_Work item_. Would you copy each line of the records that includes the word "Colonias"?

--- START ---

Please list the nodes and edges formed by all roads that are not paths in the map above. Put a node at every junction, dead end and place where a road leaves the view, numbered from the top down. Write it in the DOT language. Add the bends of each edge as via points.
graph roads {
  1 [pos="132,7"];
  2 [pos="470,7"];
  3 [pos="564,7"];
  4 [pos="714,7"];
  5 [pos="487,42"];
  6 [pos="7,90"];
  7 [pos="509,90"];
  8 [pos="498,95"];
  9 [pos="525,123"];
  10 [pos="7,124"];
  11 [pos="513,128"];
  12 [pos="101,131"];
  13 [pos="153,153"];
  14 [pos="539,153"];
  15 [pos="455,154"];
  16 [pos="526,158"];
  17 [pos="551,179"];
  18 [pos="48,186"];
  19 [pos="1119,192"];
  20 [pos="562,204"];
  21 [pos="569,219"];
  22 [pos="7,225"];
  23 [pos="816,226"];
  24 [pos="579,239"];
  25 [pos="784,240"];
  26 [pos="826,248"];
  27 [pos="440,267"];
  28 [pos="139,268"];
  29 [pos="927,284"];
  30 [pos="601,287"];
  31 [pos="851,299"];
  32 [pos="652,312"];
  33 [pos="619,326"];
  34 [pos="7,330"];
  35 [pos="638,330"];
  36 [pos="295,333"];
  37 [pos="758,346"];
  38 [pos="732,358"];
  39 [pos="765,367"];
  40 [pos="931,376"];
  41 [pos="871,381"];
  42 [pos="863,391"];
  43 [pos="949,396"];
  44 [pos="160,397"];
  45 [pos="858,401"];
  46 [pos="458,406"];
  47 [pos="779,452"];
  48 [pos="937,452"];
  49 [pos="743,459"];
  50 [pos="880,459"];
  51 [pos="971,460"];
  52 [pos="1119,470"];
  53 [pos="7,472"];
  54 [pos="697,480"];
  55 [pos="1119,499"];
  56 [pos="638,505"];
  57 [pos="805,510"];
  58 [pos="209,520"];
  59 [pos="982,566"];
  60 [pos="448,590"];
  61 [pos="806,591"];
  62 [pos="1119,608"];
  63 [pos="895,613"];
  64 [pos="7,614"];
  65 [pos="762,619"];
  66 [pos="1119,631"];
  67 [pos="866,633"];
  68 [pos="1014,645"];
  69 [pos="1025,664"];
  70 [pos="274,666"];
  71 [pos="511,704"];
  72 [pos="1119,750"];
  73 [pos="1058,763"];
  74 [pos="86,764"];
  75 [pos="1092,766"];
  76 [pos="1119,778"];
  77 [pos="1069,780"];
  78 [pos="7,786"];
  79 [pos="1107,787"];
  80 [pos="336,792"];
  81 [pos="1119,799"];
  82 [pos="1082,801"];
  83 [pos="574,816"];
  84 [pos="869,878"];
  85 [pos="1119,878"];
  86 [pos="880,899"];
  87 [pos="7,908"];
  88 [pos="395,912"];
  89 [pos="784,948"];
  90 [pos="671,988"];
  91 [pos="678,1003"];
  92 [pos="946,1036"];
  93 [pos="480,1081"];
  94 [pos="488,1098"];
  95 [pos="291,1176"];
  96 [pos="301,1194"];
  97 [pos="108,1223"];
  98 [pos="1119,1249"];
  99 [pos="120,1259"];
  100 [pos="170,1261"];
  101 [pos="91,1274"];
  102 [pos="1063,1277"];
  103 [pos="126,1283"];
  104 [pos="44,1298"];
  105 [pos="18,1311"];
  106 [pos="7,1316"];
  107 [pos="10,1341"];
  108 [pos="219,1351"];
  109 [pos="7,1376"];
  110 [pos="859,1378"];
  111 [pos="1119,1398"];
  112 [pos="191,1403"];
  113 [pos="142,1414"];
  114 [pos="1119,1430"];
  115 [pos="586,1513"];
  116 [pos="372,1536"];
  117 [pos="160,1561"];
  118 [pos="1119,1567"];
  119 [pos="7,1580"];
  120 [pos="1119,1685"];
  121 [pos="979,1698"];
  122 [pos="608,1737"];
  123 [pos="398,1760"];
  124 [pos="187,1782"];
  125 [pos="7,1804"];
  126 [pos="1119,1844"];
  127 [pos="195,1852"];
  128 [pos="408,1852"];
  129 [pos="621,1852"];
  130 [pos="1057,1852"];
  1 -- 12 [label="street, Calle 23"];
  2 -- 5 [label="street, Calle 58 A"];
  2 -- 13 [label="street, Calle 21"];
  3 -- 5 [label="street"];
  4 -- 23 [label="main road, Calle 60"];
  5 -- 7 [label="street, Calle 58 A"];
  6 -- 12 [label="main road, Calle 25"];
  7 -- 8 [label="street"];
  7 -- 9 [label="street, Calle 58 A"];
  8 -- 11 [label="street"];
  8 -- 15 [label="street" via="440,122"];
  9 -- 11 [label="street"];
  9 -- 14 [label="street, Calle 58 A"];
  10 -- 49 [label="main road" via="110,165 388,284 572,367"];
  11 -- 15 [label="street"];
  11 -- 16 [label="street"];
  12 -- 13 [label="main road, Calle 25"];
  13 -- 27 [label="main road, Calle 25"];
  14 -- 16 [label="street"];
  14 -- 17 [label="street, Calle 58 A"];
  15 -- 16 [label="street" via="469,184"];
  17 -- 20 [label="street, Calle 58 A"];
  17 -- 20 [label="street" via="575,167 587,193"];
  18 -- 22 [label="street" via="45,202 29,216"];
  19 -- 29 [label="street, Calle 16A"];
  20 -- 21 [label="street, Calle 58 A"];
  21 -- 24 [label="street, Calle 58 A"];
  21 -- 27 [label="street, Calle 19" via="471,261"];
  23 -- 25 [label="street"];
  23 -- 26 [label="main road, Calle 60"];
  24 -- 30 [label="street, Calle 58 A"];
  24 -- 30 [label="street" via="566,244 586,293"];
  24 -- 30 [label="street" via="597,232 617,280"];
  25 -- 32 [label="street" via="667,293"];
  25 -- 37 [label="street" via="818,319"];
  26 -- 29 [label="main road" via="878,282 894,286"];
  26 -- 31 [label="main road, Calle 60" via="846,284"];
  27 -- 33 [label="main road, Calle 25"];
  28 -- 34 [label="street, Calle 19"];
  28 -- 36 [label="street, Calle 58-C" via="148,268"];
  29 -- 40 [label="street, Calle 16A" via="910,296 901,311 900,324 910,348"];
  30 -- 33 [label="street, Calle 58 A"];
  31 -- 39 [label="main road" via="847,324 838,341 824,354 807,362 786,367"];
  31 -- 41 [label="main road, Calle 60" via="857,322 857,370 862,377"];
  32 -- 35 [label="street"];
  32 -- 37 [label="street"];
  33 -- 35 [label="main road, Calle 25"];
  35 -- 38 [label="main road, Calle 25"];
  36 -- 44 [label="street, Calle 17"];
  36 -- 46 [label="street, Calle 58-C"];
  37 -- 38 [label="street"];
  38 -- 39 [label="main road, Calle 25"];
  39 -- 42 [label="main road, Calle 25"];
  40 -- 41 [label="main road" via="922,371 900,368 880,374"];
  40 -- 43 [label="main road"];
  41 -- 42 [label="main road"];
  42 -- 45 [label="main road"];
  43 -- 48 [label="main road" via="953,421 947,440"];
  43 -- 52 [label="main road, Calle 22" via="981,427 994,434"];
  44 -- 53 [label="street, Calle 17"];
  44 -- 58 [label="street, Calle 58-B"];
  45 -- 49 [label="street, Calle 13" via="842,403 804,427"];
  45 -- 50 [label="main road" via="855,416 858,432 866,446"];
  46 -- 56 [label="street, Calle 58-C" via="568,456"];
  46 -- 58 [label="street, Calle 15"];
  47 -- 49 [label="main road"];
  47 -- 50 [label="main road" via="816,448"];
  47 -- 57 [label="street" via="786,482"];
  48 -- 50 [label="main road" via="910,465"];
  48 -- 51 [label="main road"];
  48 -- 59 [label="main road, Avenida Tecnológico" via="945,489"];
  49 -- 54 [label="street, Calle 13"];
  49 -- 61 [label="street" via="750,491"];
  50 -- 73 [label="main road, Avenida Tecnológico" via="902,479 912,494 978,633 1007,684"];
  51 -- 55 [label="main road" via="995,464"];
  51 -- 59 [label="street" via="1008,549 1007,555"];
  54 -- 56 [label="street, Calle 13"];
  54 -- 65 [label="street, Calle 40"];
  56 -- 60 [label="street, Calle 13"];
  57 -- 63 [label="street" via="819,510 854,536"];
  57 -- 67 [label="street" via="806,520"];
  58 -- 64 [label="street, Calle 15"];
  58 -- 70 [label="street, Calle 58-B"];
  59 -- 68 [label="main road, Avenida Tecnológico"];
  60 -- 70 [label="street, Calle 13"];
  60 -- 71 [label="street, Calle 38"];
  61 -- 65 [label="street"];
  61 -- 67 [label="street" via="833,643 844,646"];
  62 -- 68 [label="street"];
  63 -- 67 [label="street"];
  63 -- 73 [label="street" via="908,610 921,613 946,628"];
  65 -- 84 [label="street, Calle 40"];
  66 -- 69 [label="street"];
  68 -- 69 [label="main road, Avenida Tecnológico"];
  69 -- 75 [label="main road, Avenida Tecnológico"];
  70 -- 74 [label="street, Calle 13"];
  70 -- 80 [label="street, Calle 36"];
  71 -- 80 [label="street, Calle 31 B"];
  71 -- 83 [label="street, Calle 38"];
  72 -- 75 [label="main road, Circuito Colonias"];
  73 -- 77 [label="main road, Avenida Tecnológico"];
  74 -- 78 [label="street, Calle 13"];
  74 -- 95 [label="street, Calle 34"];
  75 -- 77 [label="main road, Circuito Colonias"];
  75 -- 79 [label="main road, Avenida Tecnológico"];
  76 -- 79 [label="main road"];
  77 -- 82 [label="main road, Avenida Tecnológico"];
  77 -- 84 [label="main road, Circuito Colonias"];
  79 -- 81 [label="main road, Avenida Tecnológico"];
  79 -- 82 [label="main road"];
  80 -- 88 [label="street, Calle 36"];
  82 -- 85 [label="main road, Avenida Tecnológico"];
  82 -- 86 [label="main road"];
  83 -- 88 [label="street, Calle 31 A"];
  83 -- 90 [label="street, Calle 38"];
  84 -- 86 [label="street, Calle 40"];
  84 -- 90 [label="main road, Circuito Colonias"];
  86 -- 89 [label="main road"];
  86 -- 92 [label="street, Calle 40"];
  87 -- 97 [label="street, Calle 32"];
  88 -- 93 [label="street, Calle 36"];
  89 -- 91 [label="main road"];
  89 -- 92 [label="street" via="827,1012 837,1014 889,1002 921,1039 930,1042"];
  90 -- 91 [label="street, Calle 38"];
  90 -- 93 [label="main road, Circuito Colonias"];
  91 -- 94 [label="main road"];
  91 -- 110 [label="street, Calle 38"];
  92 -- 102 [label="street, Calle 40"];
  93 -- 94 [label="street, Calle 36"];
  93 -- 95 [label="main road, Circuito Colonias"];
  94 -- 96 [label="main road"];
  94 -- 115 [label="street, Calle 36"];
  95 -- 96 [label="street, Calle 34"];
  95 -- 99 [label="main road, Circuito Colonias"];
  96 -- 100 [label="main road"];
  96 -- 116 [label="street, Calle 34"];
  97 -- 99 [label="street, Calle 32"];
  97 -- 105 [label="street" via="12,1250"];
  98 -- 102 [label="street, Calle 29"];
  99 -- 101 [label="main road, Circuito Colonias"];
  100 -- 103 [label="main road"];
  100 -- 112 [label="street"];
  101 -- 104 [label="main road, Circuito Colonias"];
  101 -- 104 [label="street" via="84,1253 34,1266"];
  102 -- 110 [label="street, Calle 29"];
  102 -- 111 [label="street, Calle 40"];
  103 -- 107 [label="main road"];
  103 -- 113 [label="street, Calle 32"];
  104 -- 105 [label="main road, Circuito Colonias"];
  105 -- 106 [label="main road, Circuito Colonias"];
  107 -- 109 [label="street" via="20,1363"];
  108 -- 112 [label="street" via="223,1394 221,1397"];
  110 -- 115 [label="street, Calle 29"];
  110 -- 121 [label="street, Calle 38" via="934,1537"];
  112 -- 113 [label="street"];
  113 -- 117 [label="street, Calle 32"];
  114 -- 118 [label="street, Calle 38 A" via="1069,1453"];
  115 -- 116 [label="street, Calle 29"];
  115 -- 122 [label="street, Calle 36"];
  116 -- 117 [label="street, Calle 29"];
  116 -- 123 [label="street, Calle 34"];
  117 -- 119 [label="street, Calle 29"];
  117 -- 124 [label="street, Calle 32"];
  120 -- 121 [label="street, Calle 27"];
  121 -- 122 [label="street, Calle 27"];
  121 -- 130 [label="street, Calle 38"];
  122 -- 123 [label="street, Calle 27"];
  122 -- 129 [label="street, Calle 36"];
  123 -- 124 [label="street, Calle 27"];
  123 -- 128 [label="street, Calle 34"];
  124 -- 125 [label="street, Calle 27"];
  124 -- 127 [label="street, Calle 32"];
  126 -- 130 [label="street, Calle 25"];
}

--- END ---

_Answer to this exercise_.
  72 -- 75 [label="main road, Circuito Colonias"];
  75 -- 77 [label="main road, Circuito Colonias"];
  77 -- 84 [label="main road, Circuito Colonias"];
  84 -- 90 [label="main road, Circuito Colonias"];
  90 -- 93 [label="main road, Circuito Colonias"];
  93 -- 95 [label="main road, Circuito Colonias"];
  95 -- 99 [label="main road, Circuito Colonias"];
  99 -- 101 [label="main road, Circuito Colonias"];
  101 -- 104 [label="main road, Circuito Colonias"];
  104 -- 105 [label="main road, Circuito Colonias"];
  105 -- 106 [label="main road, Circuito Colonias"];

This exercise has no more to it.